(Work required): Count the lines below that carry the word "fill". Answer with that number alone.

━━━━━━

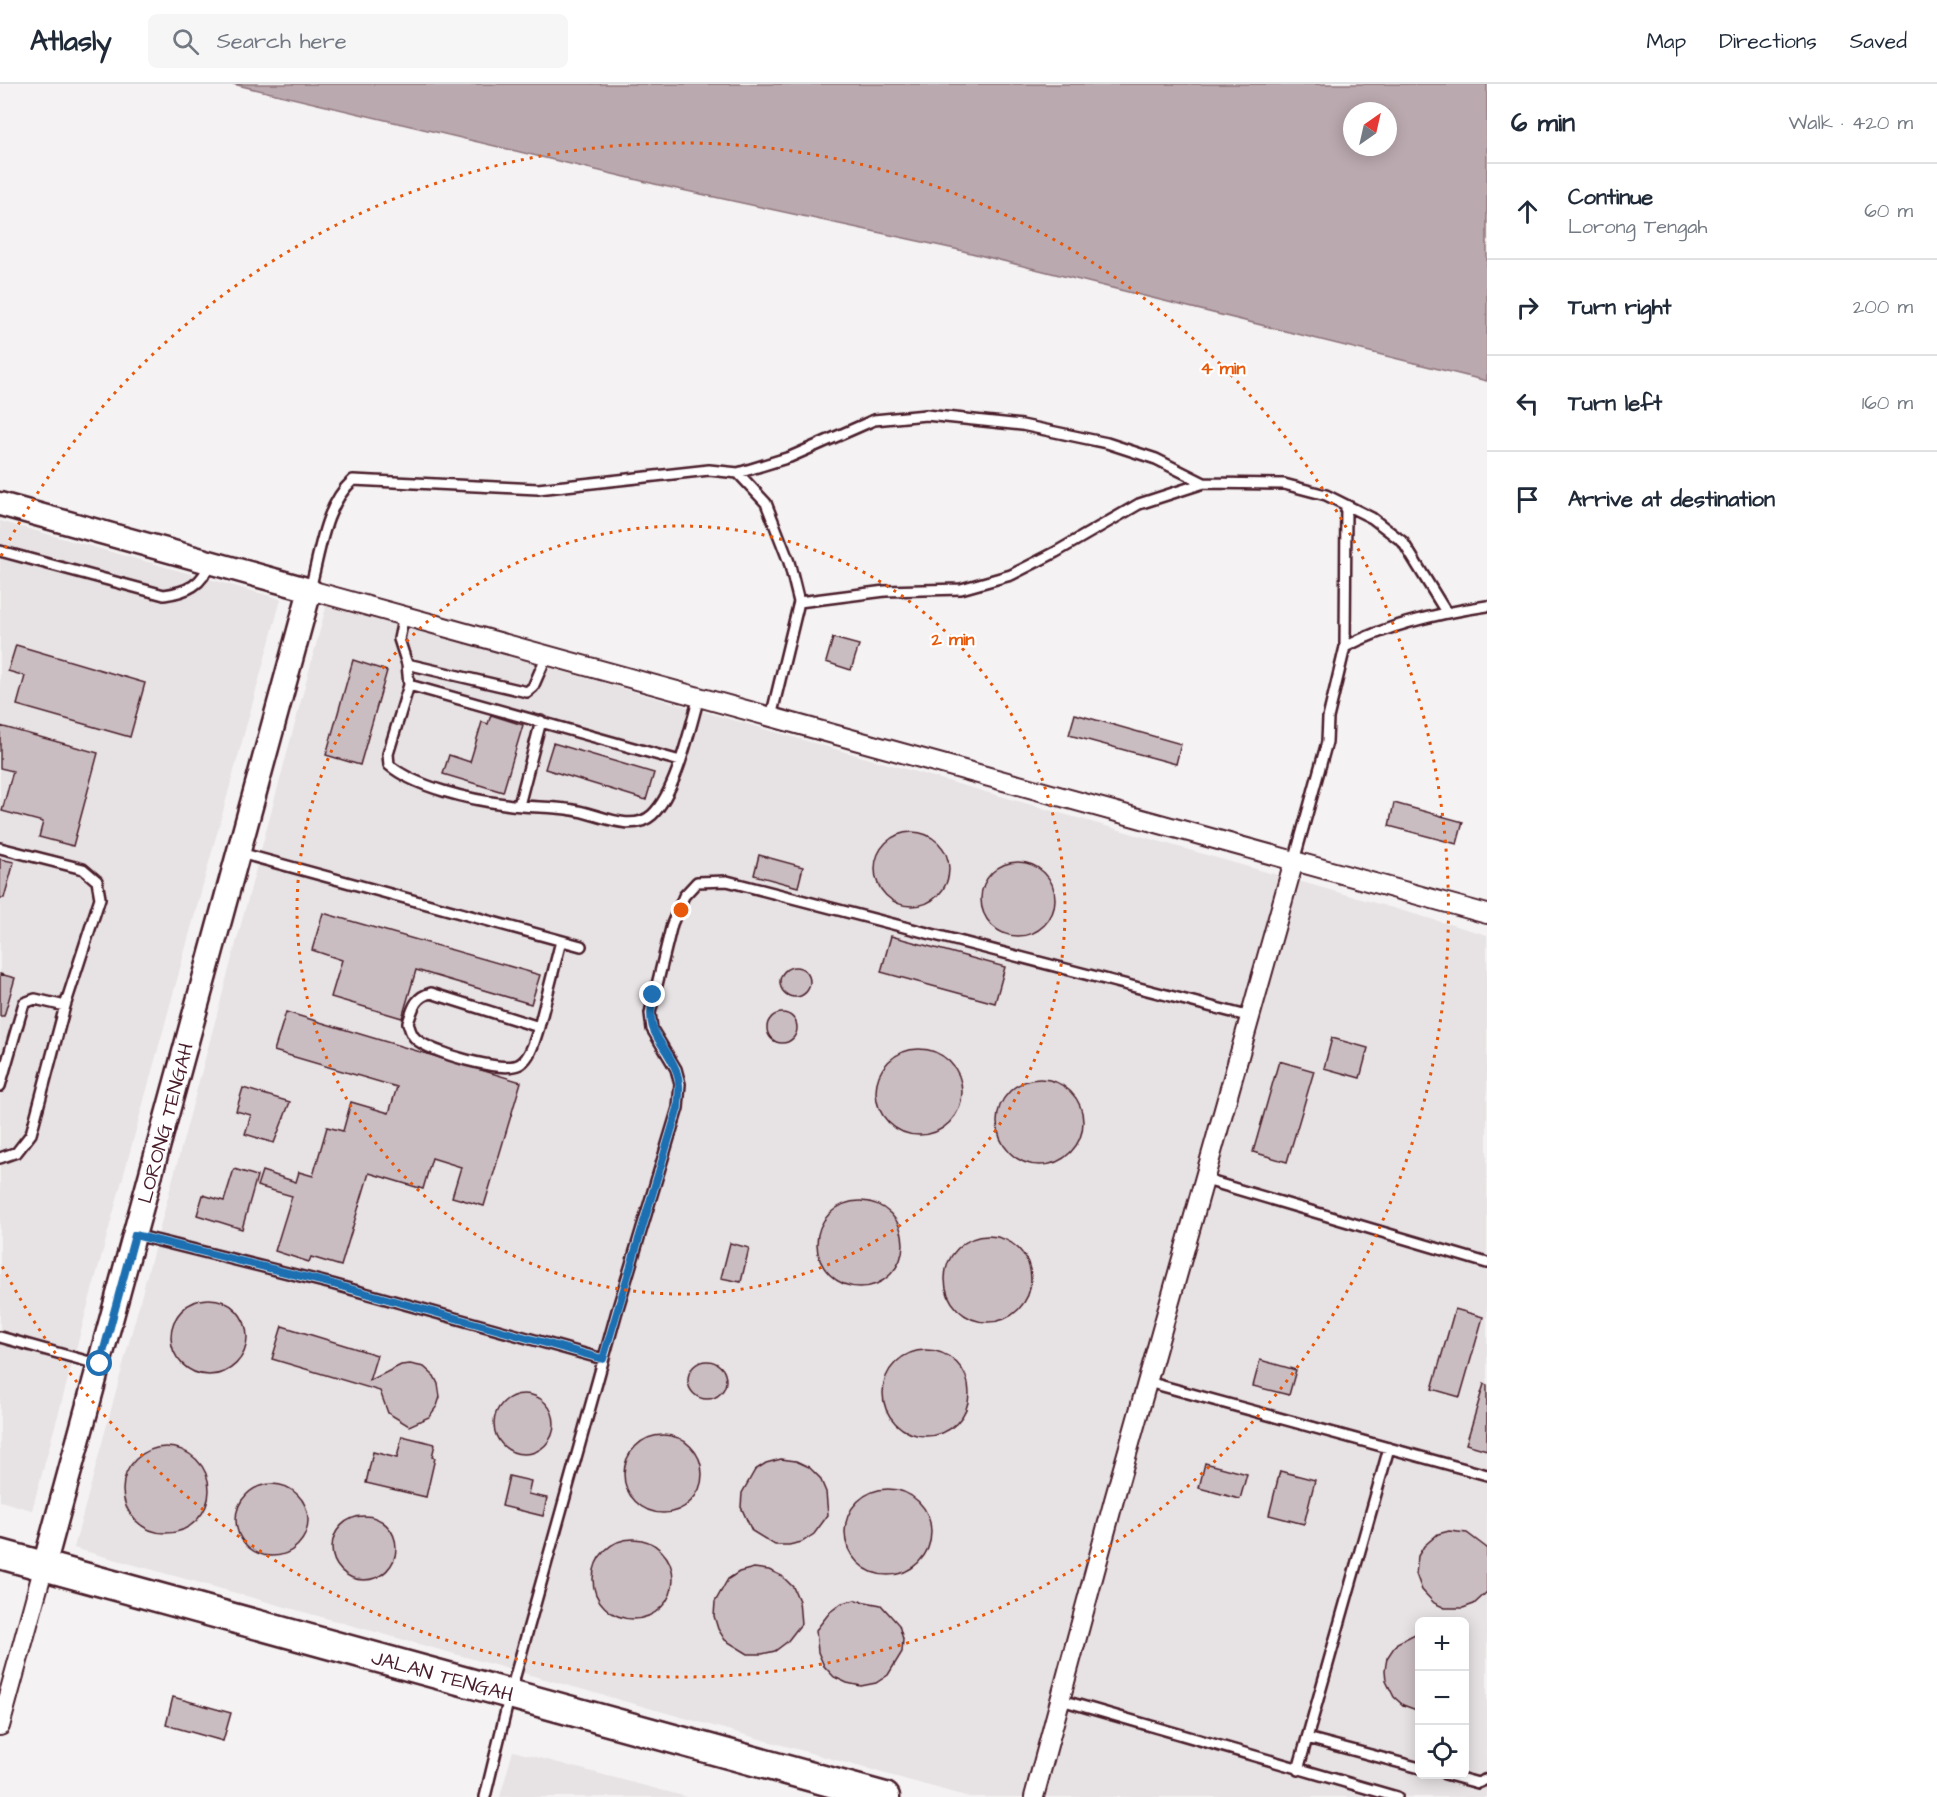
<!DOCTYPE html>
<html lang="en">
<head>
<meta charset="utf-8">
<style>
  body { margin:0; font-family:"Architects Daughter",sans-serif; background:#f6f6f7; color:#1f2937 }
  .controls { position:absolute; right:18px; bottom:18px; display:grid; overflow:hidden; border-radius:9px; box-shadow:0 3px 15px #0003 }
  .controls button { width:54px; height:54px; display:grid; place-items:center; padding:0; border:0; border-bottom:2px solid #e0e1e3; background:#fff; color:#1f2937; font:30px sans-serif }
  .compass { position:absolute; left:1343px; top:18px; width:54px; height:54px; border-radius:50%; background:#fff; box-shadow:0 3px 15px #0003; rotate:34deg }
  .stop { position:absolute; width:18px; height:18px; margin:-14px; border:4px solid #1f6fb2; border-radius:50%; background:#fff }
  .stop.end { background:#1f6fb2; border-color:#fff; box-shadow:0 2px 6px #0008 }
  .list { margin:0; padding:0; list-style:none }
  h2 { display:flex; justify-content:space-between; align-items:center; height:78px; margin:0; padding:0 24px; font-size:26px }
  h2 small { font-size:20px; font-weight:400; color:#747a83 }
  .list li { display:grid; grid-template-columns:39px 1fr auto; gap:18px; align-items:center; box-sizing:border-box; height:96px; padding:0 24px; border-top:2px solid #e0e1e3 }
  .list b { display:block; font-size:22px; white-space:nowrap }
  .list p { margin:0; font-size:20px; white-space:nowrap; color:#747a83 }
  .list em { font-size:20px; font-style:normal; color:#747a83 }
  .icon { flex:none; width:33px; height:33px; fill:none; stroke:currentColor; stroke-width:2; stroke-linecap:round; stroke-linejoin:round }
  .map { position:relative; flex:none; width:1487px; height:1713px; overflow:hidden }
  header { display:flex; align-items:center; gap:36px; box-sizing:border-box; height:84px; padding:0 30px; background:#fff; border-bottom:2px solid #e0e1e3 }
  header strong { font-size:28px }
  nav { display:flex; gap:33px; margin-inline-start:auto; font-size:21px }
  .search { width:420px; height:54px; background:#f6f6f7; display:flex; align-items:center; gap:15px; box-sizing:border-box; padding:0 21px; border-radius:9px; color:#747a83; font-size:22px }
  main { display:flex }
  aside { flex:1; background:#fff }
  .map>svg:first-child { display:block }
  .built { fill:#e7e2e3; fill-rule:evenodd }
  .water { fill:#baa9ae; stroke:#8d727a; stroke-width:1.5; fill-rule:evenodd }
  .building { fill:#cabdc1; stroke:#4a1f2b; stroke-width:1.5 }
  .lines { fill:none; stroke-linecap:round; stroke-linejoin:round }
  .service-casing { stroke:#4a1f2b; stroke-width:14 }
  .minor-casing { stroke:#4a1f2b; stroke-width:22 }
  .tertiary-casing { stroke:#4a1f2b; stroke-width:27 }
  .primary-casing { stroke:#4a1f2b; stroke-width:33 }
  .service { stroke:#fff; stroke-width:9 }
  .minor { stroke:#fff; stroke-width:18 }
  .tertiary { stroke:#fff; stroke-width:22 }
  .primary { stroke:#fff; stroke-width:28 }
  .route { stroke:#1f6fb2; stroke-width:8 }
  .ring { fill:none; stroke:#e8590c; stroke-width:3; stroke-dasharray:3 6 }
  .labels { text-anchor:middle; stroke-width:4.5; stroke-linejoin:round; paint-order:stroke }
  .street-label { font-size:20px; fill:#4a1f2b; stroke:#fff }
  .centre { fill:#e8590c; stroke:#fff; stroke-width:3 }
  .ring-label { font-size:18px; text-anchor:middle; font-weight:bold; fill:#e8590c; stroke:#fff; stroke-width:4.5; stroke-linejoin:round; paint-order:stroke }
</style>
</head>
<body>
<header>
<strong>Atlasly</strong>
<div class="search"><svg class="icon" aria-label="search" viewBox="0 0 24 24"><circle cx="10" cy="10" r="6"/><path d="M15 15l6 6"/></svg>Search here</div>
<nav><a>Map</a><a>Directions</a><a>Saved</a></nav>
</header>
<main>
<div class="map">
<svg width="1487" height="1713" viewBox="0 0 1487 1713">
  <rect width="100%" height="100%" fill="#f4f2f2"/>
  <filter id="ink" filterUnits="userSpaceOnUse"><feTurbulence type="fractalNoise" baseFrequency=".0167" numOctaves="2"/><feDisplacementMap in="SourceGraphic" scale="12" xChannelSelector="R" yChannelSelector="G"/><feConvolveMatrix kernelMatrix="1 2 1 2 8 2 1 2 1" color-interpolation-filters="sRGB"/></filter>
  <g filter="url(#ink)">
    <path class="built" d="M0,437L281,515L32,1426L0,1417Z
      M327,520L1487,851V1713H969L74,1464ZM1420,1538H1464V1690H1420Z
      M513,1667L687,1713H500Z"/>
    <path class="water" d="M233,0H1487V297L955,165L659,101ZM1352,27H1388V63H1352Z"/>
    <path class="building" d="M833,554L859,561L851,586L826,578Z
      M16,561L145,599L130,653L17,621L25,592L8,587Z
      M353,576L387,587L360,681L326,671Z
      M1075,630L1181,660L1176,680L1069,651Z
      M491,631L523,641L503,708L443,690L449,671L470,678L482,638L488,640Z
      M0,642L98,669L73,762L39,753L43,738L2,727L13,687L0,684Z
      M553,659L654,689L646,716L545,685Z
      M1394,719L1463,738L1457,760L1389,742Z
      M875 785a37 37 0 1 1 74 0a37 37 0 1 1-74 0Z
      M759,771L803,783L798,803L754,791Z
      M0,775L14,778L4,814H0Z
      M981 815a37 37 0 1 1 74 0a37 37 0 1 1-74 0Z
      M323,829L540,891L531,920L416,886L402,934L331,913L342,876L312,866Z
      M891,852L1005,883L995,919L881,888Z
      M780 898a15 15 0 1 1 30 0a15 15 0 1 1-30 0Z
      M0,890L15,894L4,932H0Z
      M286,928L521,998L484,1122L452,1113L461,1083L432,1074L423,1105L369,1089L341,1182L311,1173L309,1178L275,1167L292,1112L257,1102L262,1087L296,1098L299,1088L313,1092L327,1043L343,1047L351,1018L389,1029L397,1003L274,967Z
      M767 944a15 15 0 1 1 30 0a15 15 0 1 1-30 0Z
      M1332,954L1368,964L1360,994L1324,984Z
      M876 1008a43 43 0 1 1 86 0a43 43 0 1 1-86 0Z
      M1279,977L1314,987L1287,1078L1253,1068Z
      M997 1038a43 43 0 1 1 86 0a43 43 0 1 1-86 0Z
      M243,1004L290,1018L274,1059L245,1050L251,1031L236,1027Z
      M234,1085L257,1092L242,1145L197,1131L203,1111L224,1117Z
      M817 1160a43 43 0 1 1 86 0a43 43 0 1 1-86 0Z
      M945 1195a43 43 0 1 1 86 0a43 43 0 1 1-86 0Z
      M730,1159L749,1164L741,1198L721,1194Z
      M171 1253a38 38 0 1 1 76 0a38 38 0 1 1-76 0Z
      M1455,1225L1483,1233L1460,1313L1432,1305Z
      M282,1242L377,1271L369,1297L401,1281L410,1280L424,1283L434,1292L438,1300L440,1313L437,1322L429,1333L409,1342L388,1329L380,1307L272,1275Z
      M883 1309a43 43 0 1 1 86 0a43 43 0 1 1-86 0Z
      M1260,1276L1296,1286L1289,1311L1253,1302Z
      M688 1296a19 19 0 1 1 38 0a19 19 0 1 1-38 0Z
      M1484,1300L1487,1301V1366L1466,1360Z
      M494 1340a30 30 0 1 1 60 0a30 30 0 1 1-60 0Z
      M624 1390a39 39 0 1 1 78 0a39 39 0 1 1-78 0Z
      M402,1352L435,1360L432,1373L435,1374L426,1413L366,1399L373,1368L397,1374Z
      M123 1406a43 43 0 1 1 86 0a43 43 0 1 1-86 0Z
      M781,1375L796,1377L809,1383L820,1394L826,1408L828,1431L814,1450L802,1458L789,1461H775L752,1447L741,1423L742,1409L755,1386L766,1379Z
      M1205,1379L1247,1390L1240,1415L1199,1404Z
      M1280,1387L1315,1396L1304,1440L1269,1431Z
      M509,1392L531,1397L528,1410L547,1414L543,1432L502,1422Z
      M236 1436a36 36 0 1 1 72 0a36 36 0 1 1-72 0Z
      M845 1448a43 43 0 1 1 86 0a43 43 0 1 1-86 0Z
      M332 1464a32 32 0 1 1 64 0a32 32 0 1 1-64 0Z
      M1449,1447L1467,1449L1487,1464V1508L1474,1520L1463,1524H1445L1434,1519L1422,1506L1416,1490L1418,1472L1424,1462L1438,1450Z
      M593 1495a40 40 0 1 1 80 0a40 40 0 1 1-80 0Z
      M754,1484L769,1486L782,1492L793,1503L799,1517L801,1540L787,1558L775,1567L762,1570H748L725,1556L718,1545L714,1532L715,1518L728,1495L739,1488Z
      M855,1516L881,1521L899,1541L903,1555L902,1568L888,1591L876,1599L861,1602L847,1599L834,1593L824,1582L818,1568L816,1546L830,1528L842,1519Z
      M1419,1548V1627L1403,1621L1394,1613L1386,1597L1385,1586L1387,1574L1397,1559Z
      M173,1613L231,1629L223,1657L166,1641Z"/>
    <g class="lines">
      <g class="service-casing">
        <path id="service" d="M738,389L766,419L789,478L799,518L771,633
          M0,467L164,511C186,508 204,501 209,478
          M310,505C320,469 324,422 353,396L538,405L709,386L738,389L790,373L874,336L926,331L1022,341L1107,359L1156,375L1204,399
          M799,518L885,507L961,505L1011,491L1056,468L1139,420L1204,399L1284,400L1326,411L1372,434L1403,458L1446,528
          M404,531L399,555L407,580L409,601L388,670L389,681C415,703 471,716 505,720C528,724 551,722 573,726C597,729 631,750 652,731C676,709 690,644 699,613
          M1345,563C1389,540 1439,529 1487,522
          M407,580L527,608L533,603L547,571
          M409,601L680,677
          M519,721L541,637
          M0,764L83,785L97,797L100,814L65,922L35,915L24,919L0,1002
          M240,769L581,862
          M1294,777L1327,658L1328,634L1345,563L1346,421
          M431,909L539,943C535,955 531,973 520,980C504,990 429,968 416,955C411,951 410,945 408,939C413,924 415,913 431,909Z
          M539,943L561,857
          M0,1074L17,1068L31,1050L65,922
          M1206,1096L1487,1179
          M135,1151L332,1200L603,1275
          M0,1253L97,1280
          M1148,1298L1487,1391
          M1061,1616L1397,1713
          M1307,1654L1420,1684
          M1298,1686L1389,1364
          M1445,1690L1478,1699L1487,1695
          M485,1713L510,1610L617,1227L678,1024L680,1000L676,985L652,945L650,929L672,840L684,812L697,798L727,797L1251,933"/>
      </g>
      <g class="minor-casing">
        <path id="minor" d="M310,506L1487,830
          M0,1642L44,1482
          M1034,1713L1114,1416L1294,777"/>
      </g>
      <g class="tertiary-casing">
        <path id="tertiary" d="M0,420L310,506L44,1482"/>
      </g>
      <g class="primary-casing">
        <g id="primary">
          <path id="s1" d="M0,1470L885,1713"/>
        </g>
      </g>
      <use href="#service" class="service"/>
      <use href="#minor" class="minor"/>
      <use href="#tertiary" class="tertiary"/>
      <use href="#primary" class="primary"/>
    </g>
  </g>
  <g class="lines" filter="url(#ink)">
    <path class="route" d="M100,1280L135,1151L333,1200L603,1275L678,1024C679,1011 681,999 676,986C663,953 645,954 653,911"/>
  </g>
  <g class="ring">
    <circle cx="681" cy="826" r="384"/>
    <path d="M1 472A767 767 0 1 1 1 1180"/>
  </g>
  <g class="labels">
    <g class="street-label">
      <text transform="translate(165 1039) rotate(-75)" y="7">LORONG TENGAH</text>
      <text dy="7" stroke="none"><textPath href="#s1" startOffset="459">JALAN TENGAH</textPath></text>
    </g>
  </g>
  <circle cx="681" cy="826" r="9" class="centre"/>
  <g class="ring-label">
    <text x="1223" y="290">4 min</text>
    <text x="953" y="561">2 min</text>
  </g>
</svg>
<div class="controls">
<button>+</button>
<button>−</button>
<button><svg class="icon" aria-label="locate" viewBox="0 0 24 24"><circle cx="12" cy="12" r="6"/><path d="M12 2v4M12 18v4M2 12h4M18 12h4"/></svg></button>
</div>
<svg class="compass" viewBox="-18 -18 36 36"><path d="M0-13l5 13h-10z" fill="#e53935"/><path d="M0 13l5-13h-10z" fill="#747a83"/></svg>
<div class="stop" style="left:100px;top:1280px"></div>
<div class="stop end" style="left:653px;top:911px"></div>
</div>
<aside>
<h2>6 min<small>Walk · 420 m</small></h2>
<ul class="list">
<li><svg class="icon" aria-label="ahead" viewBox="0 0 24 24"><path d="M12 20V5M6 11l6-6 6 6"/></svg><div><b>Continue</b><p>Lorong Tengah</p></div><em>60 m</em></li>
<li><svg class="icon" aria-label="right" viewBox="0 0 24 24"><path d="M7 20v-9h11M14 6l5 5-5 5"/></svg><div><b>Turn right</b></div><em>200 m</em></li>
<li><svg class="icon" aria-label="left" viewBox="0 0 24 24"><path d="M17 20v-9H6M10 6l-5 5 5 5"/></svg><div><b>Turn left</b></div><em>160 m</em></li>
<li><svg class="icon" aria-label="arrive" viewBox="0 0 24 24"><path d="M6 21V4h12l-3 4 3 4H6"/></svg><div><b>Arrive at destination</b></div></li>
</ul>
</aside>
</main>
</body>
</html>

━━━━━━

(Result): 11